> _TASK INSTRUCTIONS_:
Where a line contains the word "Sreekaryam", copy that line from the records below.

┌────────

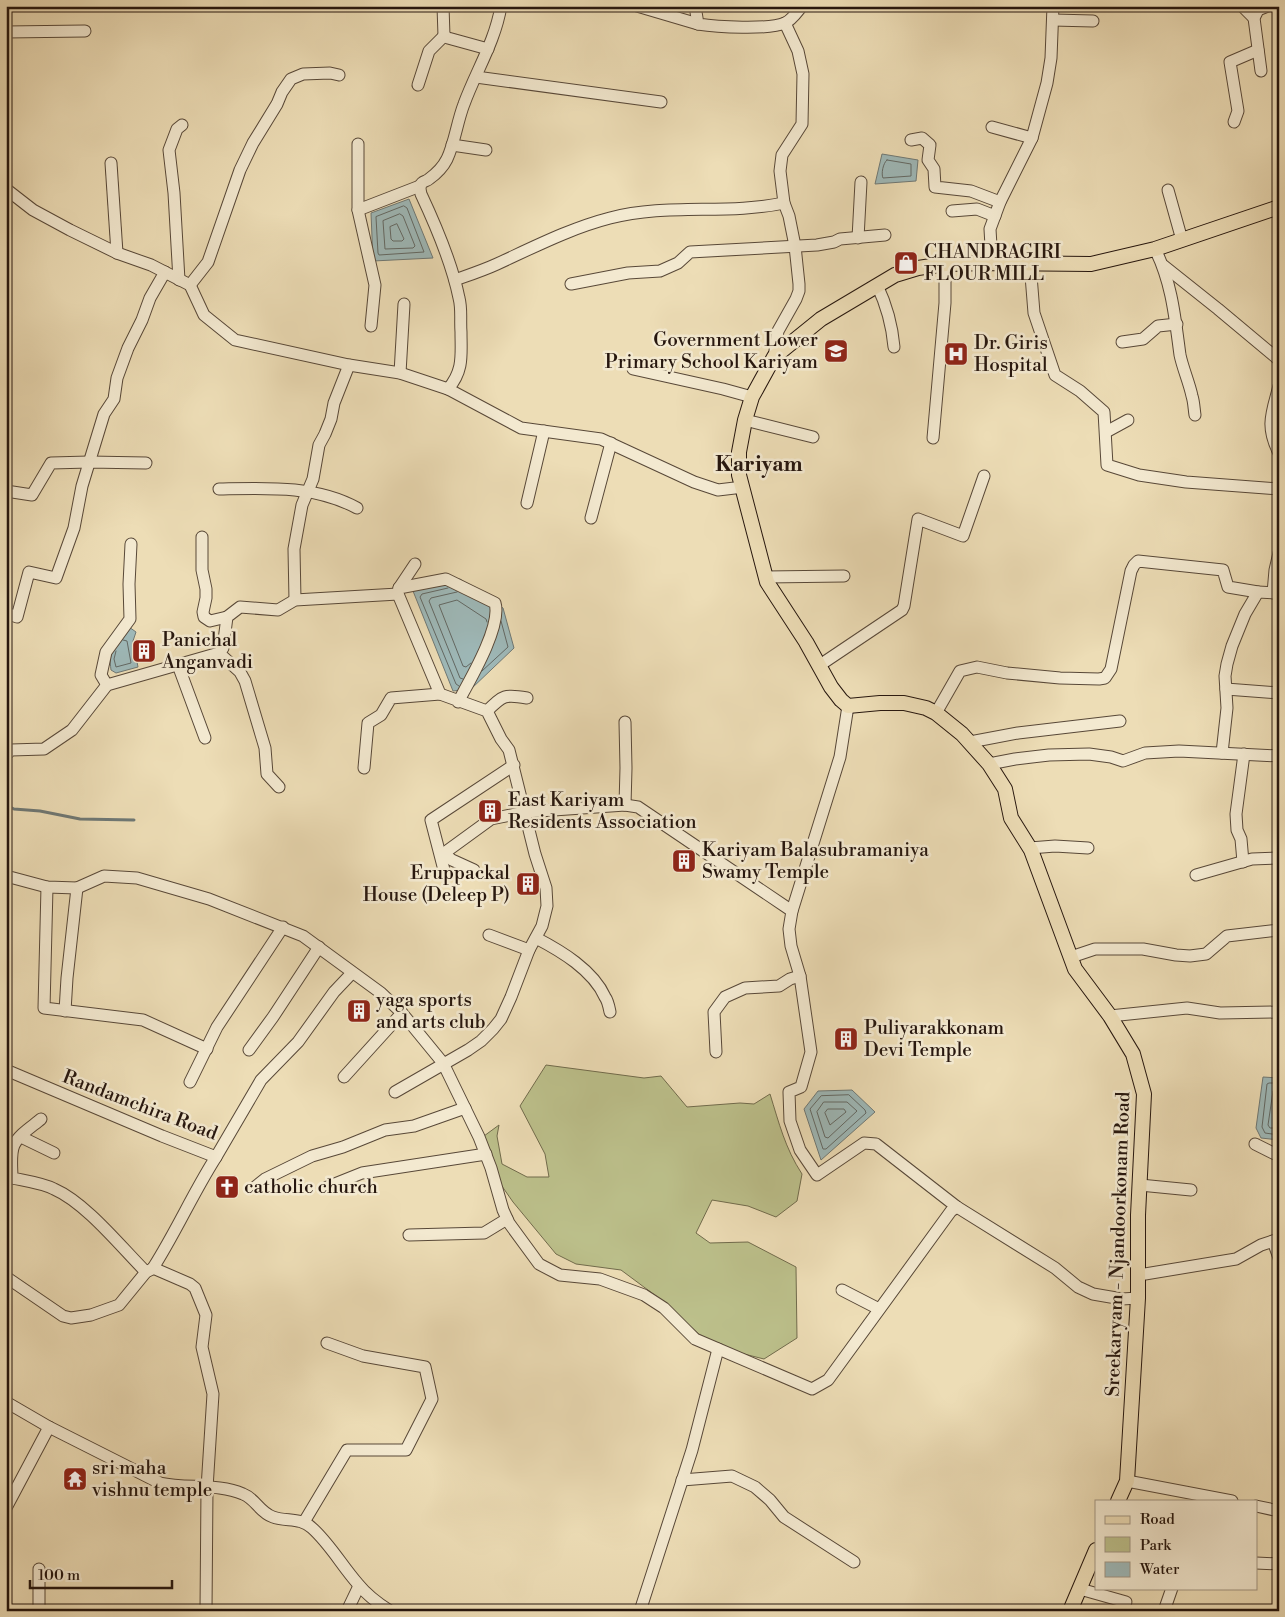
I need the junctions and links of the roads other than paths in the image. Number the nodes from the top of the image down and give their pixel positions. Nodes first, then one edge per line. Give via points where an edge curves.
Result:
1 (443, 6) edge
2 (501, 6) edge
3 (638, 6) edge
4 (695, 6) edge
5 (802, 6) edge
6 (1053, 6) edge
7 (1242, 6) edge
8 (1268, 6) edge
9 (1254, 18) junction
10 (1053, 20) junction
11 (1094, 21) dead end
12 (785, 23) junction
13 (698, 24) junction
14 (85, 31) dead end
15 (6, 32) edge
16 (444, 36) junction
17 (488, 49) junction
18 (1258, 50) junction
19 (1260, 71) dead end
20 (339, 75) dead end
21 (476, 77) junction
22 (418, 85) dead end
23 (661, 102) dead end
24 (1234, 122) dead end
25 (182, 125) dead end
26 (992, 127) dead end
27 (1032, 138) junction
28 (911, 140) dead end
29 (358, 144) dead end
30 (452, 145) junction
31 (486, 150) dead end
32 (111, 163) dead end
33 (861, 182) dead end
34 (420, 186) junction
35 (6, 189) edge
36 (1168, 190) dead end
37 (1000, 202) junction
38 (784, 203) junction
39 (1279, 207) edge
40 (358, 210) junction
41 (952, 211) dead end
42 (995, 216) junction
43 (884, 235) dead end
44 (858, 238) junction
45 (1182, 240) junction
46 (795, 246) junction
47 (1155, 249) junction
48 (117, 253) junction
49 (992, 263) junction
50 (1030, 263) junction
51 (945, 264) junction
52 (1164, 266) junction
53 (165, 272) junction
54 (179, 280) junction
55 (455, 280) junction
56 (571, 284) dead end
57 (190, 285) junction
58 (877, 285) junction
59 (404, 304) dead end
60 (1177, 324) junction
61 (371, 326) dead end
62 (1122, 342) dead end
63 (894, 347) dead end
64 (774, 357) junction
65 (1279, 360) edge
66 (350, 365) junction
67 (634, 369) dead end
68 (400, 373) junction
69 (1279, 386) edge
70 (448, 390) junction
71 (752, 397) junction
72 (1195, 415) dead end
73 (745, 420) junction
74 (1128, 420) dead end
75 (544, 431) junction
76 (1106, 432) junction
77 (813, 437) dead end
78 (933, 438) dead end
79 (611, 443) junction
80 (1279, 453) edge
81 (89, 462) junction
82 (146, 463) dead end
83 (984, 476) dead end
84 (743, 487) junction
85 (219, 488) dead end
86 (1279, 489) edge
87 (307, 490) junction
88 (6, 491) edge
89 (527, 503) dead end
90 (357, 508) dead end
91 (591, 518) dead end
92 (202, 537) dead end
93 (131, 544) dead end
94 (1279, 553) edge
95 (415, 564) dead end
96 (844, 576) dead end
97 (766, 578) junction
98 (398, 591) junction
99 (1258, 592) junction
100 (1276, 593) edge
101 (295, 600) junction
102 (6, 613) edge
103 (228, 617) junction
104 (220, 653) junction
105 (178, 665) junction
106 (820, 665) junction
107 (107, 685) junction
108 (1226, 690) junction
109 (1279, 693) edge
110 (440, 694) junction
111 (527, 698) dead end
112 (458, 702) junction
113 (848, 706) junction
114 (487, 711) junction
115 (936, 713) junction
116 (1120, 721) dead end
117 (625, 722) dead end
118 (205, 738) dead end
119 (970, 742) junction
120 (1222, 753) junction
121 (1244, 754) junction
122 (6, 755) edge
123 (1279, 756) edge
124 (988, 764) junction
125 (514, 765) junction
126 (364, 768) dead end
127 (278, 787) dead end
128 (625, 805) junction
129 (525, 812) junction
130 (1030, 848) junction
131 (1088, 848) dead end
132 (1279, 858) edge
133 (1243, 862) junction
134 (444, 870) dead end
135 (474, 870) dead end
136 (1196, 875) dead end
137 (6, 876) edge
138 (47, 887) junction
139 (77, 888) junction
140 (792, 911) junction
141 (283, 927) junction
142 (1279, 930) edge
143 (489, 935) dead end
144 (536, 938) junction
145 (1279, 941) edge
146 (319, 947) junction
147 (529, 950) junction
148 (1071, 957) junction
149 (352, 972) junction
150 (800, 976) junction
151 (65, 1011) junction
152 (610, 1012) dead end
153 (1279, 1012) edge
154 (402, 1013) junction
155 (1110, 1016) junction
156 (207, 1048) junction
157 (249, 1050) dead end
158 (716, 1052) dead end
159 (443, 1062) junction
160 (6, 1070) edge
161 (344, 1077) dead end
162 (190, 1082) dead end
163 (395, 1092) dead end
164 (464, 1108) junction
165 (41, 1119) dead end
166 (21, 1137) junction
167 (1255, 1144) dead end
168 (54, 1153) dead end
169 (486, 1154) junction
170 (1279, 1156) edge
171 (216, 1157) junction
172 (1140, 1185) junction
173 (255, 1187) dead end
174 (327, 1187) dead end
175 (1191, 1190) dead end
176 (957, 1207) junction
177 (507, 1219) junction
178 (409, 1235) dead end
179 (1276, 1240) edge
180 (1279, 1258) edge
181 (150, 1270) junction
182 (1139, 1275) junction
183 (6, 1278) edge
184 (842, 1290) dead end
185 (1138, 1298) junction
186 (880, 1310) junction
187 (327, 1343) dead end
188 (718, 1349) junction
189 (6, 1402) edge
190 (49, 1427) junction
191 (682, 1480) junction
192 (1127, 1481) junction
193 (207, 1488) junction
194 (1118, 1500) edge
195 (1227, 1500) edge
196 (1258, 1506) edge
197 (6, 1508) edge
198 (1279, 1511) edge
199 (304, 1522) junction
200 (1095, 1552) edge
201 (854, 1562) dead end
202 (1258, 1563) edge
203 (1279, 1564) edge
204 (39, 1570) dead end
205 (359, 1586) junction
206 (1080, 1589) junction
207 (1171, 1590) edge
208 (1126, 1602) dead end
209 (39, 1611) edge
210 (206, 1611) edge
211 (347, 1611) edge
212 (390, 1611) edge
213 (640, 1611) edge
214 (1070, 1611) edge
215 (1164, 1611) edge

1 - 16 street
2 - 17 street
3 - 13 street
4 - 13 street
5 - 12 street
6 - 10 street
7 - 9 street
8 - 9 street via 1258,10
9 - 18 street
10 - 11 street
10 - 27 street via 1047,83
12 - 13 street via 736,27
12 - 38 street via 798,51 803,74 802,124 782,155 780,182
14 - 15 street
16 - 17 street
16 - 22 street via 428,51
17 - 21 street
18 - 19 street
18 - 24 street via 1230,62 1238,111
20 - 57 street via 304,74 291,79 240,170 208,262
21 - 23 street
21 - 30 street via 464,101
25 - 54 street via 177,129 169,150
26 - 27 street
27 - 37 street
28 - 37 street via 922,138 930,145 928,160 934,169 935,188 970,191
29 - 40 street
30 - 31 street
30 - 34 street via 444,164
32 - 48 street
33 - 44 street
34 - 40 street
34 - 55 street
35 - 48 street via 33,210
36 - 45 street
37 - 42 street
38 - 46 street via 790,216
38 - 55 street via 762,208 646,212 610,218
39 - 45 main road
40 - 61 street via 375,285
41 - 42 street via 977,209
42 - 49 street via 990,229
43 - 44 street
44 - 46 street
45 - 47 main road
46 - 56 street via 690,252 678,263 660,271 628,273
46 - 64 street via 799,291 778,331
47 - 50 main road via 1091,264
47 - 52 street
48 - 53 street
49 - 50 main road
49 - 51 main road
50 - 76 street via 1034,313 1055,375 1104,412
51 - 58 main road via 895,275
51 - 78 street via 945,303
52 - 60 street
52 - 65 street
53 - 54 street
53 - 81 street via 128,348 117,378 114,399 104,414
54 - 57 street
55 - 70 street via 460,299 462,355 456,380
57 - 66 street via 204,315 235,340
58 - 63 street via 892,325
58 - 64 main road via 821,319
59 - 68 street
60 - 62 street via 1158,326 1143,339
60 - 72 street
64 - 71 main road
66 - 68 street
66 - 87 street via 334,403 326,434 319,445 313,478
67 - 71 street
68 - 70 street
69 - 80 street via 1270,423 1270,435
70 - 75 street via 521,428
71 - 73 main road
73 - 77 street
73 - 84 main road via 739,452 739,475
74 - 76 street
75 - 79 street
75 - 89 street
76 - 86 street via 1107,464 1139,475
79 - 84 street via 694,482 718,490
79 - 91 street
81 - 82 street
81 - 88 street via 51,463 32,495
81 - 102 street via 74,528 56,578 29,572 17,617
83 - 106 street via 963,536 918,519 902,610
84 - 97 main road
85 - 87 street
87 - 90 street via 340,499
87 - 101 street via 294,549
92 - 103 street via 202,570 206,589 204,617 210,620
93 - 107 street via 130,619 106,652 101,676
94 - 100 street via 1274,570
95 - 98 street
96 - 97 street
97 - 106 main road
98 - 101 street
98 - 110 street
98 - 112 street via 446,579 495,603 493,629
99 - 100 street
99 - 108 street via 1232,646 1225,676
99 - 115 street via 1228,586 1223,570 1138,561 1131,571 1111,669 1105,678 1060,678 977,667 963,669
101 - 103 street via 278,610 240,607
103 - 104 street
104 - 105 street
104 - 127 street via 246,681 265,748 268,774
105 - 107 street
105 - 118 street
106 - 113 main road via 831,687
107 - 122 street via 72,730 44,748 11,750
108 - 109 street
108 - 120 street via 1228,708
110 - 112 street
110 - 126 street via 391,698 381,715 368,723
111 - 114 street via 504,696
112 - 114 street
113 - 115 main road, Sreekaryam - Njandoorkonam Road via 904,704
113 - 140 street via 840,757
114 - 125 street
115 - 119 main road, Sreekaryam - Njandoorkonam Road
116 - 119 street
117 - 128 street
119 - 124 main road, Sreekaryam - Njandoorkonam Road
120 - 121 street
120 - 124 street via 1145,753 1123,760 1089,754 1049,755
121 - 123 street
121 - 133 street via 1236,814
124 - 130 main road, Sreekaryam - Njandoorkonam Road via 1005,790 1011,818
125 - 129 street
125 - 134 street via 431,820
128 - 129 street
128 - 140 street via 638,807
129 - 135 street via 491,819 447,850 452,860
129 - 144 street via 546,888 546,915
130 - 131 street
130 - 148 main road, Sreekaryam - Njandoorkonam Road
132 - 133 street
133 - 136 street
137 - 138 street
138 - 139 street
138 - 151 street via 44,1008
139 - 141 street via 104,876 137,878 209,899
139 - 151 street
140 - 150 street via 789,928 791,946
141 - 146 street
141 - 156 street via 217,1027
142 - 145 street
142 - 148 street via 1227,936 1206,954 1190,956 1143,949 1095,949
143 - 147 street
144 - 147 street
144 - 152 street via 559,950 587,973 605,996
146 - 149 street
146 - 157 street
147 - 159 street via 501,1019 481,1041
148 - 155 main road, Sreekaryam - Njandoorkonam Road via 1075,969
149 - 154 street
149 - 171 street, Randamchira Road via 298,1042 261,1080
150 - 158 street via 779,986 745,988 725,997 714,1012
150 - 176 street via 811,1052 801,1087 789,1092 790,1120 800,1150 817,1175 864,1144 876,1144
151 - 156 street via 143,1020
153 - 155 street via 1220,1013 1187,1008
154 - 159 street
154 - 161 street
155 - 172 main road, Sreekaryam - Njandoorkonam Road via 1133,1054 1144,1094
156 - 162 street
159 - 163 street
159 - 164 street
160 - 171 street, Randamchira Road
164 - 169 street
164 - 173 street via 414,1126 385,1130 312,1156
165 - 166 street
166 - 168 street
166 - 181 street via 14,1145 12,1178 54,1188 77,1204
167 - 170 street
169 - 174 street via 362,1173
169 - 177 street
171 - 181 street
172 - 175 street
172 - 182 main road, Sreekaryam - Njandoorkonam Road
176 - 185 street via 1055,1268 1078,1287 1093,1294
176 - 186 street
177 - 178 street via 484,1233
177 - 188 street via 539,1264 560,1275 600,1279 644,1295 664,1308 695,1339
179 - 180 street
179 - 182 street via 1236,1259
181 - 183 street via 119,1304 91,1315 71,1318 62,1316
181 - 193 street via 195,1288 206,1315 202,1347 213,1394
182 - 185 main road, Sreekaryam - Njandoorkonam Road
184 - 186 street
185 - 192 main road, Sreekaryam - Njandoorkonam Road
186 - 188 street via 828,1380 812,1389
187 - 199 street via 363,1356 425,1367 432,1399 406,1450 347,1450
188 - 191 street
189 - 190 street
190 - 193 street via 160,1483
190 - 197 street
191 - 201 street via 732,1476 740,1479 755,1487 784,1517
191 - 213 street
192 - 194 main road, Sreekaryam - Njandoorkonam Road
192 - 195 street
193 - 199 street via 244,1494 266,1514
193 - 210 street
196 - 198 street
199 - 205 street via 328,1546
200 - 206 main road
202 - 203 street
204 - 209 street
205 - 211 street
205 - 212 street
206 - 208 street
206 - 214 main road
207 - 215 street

└────────

> _WRITTEN SOLUTION_:
113 - 115 main road, Sreekaryam - Njandoorkonam Road via 904,704
115 - 119 main road, Sreekaryam - Njandoorkonam Road
119 - 124 main road, Sreekaryam - Njandoorkonam Road
124 - 130 main road, Sreekaryam - Njandoorkonam Road via 1005,790 1011,818
130 - 148 main road, Sreekaryam - Njandoorkonam Road
148 - 155 main road, Sreekaryam - Njandoorkonam Road via 1075,969
155 - 172 main road, Sreekaryam - Njandoorkonam Road via 1133,1054 1144,1094
172 - 182 main road, Sreekaryam - Njandoorkonam Road
182 - 185 main road, Sreekaryam - Njandoorkonam Road
185 - 192 main road, Sreekaryam - Njandoorkonam Road
192 - 194 main road, Sreekaryam - Njandoorkonam Road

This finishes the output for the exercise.